2. Identify Bottlenecks

Most businesses have bottlenecks somewhere in their structure. A bottleneck, simply put is where the current system doesn’t keep up with the incoming flow. Watch for these:

- The number of jobs coming in compared to the number of tradesman able to complete in a timely manner. Thus flowing onto extended lead times.
- A blocked job card to invoice process. Numbers of companies have thousands of dollars sitting on the desk in the form of job cards waiting to be invoiced, and experience the resulting cash-flow challenges.
- Phone calls and emails backed up with too little time to address them.

3. Look for Inefficient Processes

Similar in some ways to bottlenecks, efficient business is all about reviewing each area and seeing how you can do things better. Things might be going well but upon closer inspection it is really organised chaos. One company I know have shaved a potential 51 hours per week off their internal job process times, just from examining their current processes and seeking to streamline them. Take these few examples:

- How long between the initial call or enquiry to the scheduled job?
- The length of time a job card takes to arrive back at the office after completion.
- The time it takes to invoice from job completion.
- How many people or documents are involved in each task? Can these be reduced?
- Assist process flow by identifying key areas and corresponding roles for your people.

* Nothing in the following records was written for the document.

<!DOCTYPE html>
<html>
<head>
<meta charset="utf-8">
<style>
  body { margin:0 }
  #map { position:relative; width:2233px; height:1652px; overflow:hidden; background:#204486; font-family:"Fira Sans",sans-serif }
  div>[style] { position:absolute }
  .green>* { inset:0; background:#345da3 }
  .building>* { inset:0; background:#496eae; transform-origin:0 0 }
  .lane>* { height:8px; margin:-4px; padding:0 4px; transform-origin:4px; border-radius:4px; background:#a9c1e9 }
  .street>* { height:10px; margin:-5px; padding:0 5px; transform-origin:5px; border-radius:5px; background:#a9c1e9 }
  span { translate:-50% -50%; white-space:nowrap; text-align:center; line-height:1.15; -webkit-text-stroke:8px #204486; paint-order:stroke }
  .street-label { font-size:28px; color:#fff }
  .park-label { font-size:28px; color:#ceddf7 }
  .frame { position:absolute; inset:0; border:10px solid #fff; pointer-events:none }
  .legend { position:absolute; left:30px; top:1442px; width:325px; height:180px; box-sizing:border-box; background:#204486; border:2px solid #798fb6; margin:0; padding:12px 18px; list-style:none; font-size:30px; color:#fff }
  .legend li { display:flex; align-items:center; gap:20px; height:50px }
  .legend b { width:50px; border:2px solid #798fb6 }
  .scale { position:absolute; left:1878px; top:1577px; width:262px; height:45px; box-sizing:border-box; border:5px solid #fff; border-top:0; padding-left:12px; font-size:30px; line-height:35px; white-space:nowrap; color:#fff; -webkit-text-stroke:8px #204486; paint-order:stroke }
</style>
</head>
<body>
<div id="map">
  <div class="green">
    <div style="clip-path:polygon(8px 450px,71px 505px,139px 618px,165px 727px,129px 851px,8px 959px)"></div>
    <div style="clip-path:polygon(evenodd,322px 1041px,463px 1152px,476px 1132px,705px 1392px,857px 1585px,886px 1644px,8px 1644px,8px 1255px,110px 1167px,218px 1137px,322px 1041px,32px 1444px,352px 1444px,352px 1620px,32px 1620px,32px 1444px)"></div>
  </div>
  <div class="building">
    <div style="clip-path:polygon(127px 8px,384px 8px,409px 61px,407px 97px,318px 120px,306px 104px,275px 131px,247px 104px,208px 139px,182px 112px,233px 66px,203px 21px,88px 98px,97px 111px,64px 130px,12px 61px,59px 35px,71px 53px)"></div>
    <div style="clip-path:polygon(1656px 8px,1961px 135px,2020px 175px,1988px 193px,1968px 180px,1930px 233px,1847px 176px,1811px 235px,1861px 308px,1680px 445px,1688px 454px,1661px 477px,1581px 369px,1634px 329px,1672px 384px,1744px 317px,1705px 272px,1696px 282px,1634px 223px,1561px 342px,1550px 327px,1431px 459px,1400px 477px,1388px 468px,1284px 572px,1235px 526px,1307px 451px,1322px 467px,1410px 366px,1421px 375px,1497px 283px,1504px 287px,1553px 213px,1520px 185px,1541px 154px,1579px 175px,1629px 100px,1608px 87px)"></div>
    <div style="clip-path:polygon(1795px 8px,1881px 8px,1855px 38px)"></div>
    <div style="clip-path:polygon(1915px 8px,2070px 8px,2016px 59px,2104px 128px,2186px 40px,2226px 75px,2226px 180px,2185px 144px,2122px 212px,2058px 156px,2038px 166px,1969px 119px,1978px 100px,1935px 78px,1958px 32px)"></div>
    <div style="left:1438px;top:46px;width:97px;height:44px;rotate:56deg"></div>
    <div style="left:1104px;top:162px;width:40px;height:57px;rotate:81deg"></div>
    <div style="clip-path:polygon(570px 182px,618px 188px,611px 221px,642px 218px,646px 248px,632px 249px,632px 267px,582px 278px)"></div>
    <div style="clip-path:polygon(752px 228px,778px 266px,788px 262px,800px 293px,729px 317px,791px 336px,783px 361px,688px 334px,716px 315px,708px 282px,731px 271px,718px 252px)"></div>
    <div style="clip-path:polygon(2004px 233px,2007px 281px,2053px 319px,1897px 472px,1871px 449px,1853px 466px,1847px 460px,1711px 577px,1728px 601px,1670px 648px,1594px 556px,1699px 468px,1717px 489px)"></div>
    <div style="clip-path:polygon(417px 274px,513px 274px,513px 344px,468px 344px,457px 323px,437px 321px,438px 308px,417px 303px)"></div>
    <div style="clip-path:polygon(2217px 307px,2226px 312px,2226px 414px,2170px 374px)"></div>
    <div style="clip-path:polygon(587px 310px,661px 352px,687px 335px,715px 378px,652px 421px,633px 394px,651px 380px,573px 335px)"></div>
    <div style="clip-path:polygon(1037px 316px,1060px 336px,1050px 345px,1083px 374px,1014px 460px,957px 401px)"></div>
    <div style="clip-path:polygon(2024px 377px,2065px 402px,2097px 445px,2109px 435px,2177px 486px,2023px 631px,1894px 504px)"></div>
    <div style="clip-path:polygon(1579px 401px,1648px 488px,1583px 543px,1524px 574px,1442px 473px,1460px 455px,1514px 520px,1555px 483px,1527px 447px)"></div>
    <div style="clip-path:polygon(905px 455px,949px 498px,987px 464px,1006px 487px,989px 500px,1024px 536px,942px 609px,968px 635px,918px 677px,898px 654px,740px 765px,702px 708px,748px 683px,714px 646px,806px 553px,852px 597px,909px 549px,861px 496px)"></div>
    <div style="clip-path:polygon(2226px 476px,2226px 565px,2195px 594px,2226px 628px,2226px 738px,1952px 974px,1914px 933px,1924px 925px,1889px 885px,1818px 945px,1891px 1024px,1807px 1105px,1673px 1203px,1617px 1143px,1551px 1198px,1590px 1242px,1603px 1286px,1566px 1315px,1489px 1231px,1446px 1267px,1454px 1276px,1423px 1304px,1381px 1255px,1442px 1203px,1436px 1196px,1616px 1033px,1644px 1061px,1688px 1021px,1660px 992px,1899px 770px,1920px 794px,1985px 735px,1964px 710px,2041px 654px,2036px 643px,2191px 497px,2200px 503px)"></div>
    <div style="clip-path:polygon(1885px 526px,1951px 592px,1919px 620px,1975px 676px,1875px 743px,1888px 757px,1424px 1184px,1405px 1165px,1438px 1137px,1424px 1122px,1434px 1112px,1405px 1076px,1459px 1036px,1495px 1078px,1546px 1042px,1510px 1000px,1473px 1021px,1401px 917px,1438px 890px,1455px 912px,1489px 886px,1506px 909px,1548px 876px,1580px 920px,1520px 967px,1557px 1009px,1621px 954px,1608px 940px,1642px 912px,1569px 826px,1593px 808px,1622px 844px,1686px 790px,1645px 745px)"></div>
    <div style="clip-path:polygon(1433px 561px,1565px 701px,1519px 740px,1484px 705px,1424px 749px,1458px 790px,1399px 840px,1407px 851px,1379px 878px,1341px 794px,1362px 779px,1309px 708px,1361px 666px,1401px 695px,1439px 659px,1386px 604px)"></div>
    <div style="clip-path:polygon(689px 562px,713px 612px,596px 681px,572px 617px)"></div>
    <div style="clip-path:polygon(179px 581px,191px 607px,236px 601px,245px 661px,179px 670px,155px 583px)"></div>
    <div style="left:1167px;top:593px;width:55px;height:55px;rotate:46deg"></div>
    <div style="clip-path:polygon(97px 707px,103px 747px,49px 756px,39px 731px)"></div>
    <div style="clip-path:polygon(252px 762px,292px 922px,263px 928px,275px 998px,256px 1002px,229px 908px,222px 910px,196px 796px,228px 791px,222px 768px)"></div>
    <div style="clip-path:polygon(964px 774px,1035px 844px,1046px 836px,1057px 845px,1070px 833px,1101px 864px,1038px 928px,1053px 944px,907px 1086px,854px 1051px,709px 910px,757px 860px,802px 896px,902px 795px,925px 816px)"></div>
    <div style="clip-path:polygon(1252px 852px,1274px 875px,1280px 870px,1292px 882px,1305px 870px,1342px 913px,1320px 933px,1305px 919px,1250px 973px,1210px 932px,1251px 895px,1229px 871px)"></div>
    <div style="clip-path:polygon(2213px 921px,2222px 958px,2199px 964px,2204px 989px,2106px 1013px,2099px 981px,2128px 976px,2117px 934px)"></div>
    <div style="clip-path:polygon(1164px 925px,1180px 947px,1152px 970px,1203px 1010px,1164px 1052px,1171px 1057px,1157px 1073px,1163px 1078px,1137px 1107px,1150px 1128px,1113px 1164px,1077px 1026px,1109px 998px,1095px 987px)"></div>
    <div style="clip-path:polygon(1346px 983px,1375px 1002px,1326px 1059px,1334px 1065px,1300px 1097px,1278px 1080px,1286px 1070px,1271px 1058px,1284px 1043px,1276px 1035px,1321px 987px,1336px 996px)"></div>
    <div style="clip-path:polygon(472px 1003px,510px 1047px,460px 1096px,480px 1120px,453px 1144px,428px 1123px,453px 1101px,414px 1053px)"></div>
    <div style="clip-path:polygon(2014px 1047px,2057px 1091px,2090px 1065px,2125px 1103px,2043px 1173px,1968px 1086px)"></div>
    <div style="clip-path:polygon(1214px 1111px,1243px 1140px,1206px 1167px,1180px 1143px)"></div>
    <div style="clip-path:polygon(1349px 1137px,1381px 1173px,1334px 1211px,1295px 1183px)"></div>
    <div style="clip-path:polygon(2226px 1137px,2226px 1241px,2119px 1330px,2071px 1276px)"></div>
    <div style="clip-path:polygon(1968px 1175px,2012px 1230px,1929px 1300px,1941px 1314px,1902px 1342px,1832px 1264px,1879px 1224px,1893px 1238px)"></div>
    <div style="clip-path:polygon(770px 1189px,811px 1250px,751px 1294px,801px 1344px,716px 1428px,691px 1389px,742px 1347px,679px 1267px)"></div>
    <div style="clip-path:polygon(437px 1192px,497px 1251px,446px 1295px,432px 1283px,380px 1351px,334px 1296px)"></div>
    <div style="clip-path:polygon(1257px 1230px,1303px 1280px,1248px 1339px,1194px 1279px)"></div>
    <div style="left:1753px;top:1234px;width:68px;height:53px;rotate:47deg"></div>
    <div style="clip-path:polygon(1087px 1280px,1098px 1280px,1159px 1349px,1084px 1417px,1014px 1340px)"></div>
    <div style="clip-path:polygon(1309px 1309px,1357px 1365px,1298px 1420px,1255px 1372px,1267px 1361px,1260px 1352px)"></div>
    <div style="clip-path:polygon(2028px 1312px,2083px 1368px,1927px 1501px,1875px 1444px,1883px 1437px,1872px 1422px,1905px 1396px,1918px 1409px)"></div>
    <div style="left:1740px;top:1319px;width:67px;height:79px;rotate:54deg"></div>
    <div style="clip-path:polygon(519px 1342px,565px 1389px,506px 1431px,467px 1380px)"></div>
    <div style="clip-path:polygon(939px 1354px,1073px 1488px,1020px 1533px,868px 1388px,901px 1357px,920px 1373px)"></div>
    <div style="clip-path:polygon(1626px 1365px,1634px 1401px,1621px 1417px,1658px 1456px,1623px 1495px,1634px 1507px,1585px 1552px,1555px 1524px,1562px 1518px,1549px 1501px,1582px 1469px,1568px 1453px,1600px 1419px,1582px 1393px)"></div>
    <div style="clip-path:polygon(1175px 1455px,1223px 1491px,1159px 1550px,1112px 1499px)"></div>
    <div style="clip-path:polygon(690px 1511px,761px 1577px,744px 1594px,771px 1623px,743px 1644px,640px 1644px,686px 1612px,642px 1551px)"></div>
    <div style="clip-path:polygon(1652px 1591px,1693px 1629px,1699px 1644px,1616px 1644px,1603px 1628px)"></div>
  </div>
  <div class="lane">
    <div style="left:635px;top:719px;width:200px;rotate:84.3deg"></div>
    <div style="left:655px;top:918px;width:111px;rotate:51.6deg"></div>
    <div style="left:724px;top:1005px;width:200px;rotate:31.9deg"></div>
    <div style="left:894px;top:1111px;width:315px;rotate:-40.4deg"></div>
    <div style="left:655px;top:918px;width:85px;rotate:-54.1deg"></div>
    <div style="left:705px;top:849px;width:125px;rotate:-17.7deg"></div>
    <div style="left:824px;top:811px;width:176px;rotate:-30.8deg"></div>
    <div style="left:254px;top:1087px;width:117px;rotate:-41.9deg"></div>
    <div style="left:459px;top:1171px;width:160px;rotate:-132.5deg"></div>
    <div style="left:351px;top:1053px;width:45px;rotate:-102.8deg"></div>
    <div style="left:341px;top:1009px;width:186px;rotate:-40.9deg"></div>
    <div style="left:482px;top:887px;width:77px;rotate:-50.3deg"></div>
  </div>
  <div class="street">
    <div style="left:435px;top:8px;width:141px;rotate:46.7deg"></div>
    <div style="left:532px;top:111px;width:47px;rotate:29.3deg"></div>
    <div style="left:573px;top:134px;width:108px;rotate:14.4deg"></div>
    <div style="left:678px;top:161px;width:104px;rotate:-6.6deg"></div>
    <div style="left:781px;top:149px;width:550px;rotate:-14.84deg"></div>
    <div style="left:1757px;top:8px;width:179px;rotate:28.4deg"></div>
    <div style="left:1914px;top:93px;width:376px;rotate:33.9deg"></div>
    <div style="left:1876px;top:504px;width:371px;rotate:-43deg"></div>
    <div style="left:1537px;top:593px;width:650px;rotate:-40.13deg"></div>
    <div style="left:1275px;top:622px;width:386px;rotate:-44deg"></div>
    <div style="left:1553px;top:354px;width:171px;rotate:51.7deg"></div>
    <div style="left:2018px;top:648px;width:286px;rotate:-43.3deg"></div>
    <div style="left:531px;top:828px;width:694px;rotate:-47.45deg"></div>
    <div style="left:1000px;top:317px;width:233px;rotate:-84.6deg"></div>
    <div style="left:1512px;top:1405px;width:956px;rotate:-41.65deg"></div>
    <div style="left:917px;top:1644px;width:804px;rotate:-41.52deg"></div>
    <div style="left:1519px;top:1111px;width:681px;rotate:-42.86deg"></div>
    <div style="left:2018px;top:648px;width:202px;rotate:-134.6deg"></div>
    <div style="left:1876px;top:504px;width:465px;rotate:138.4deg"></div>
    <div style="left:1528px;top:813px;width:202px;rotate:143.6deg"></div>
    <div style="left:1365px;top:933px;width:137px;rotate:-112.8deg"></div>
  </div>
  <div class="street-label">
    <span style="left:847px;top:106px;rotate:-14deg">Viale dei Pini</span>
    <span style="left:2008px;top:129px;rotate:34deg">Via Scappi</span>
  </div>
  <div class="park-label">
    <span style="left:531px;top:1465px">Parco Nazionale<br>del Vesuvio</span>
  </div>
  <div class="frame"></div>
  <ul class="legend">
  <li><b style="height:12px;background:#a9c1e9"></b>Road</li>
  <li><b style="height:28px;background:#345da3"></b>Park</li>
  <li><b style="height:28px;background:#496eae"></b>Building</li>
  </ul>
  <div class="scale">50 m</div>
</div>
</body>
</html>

As a final note, if you’re not sure where to start, begin with the weekly time set aside for developing your business. In the first session, make a list of everything you’d like to work on over the next three months and then order those items by importance. Number 1 for the one you are going to work on first, 2 for the second priority etc. And, once started, you have now exited the ‘doing what I’ve always done’ rut, the results… will turn out to be different to ‘what you’ve always got.’ Good luck!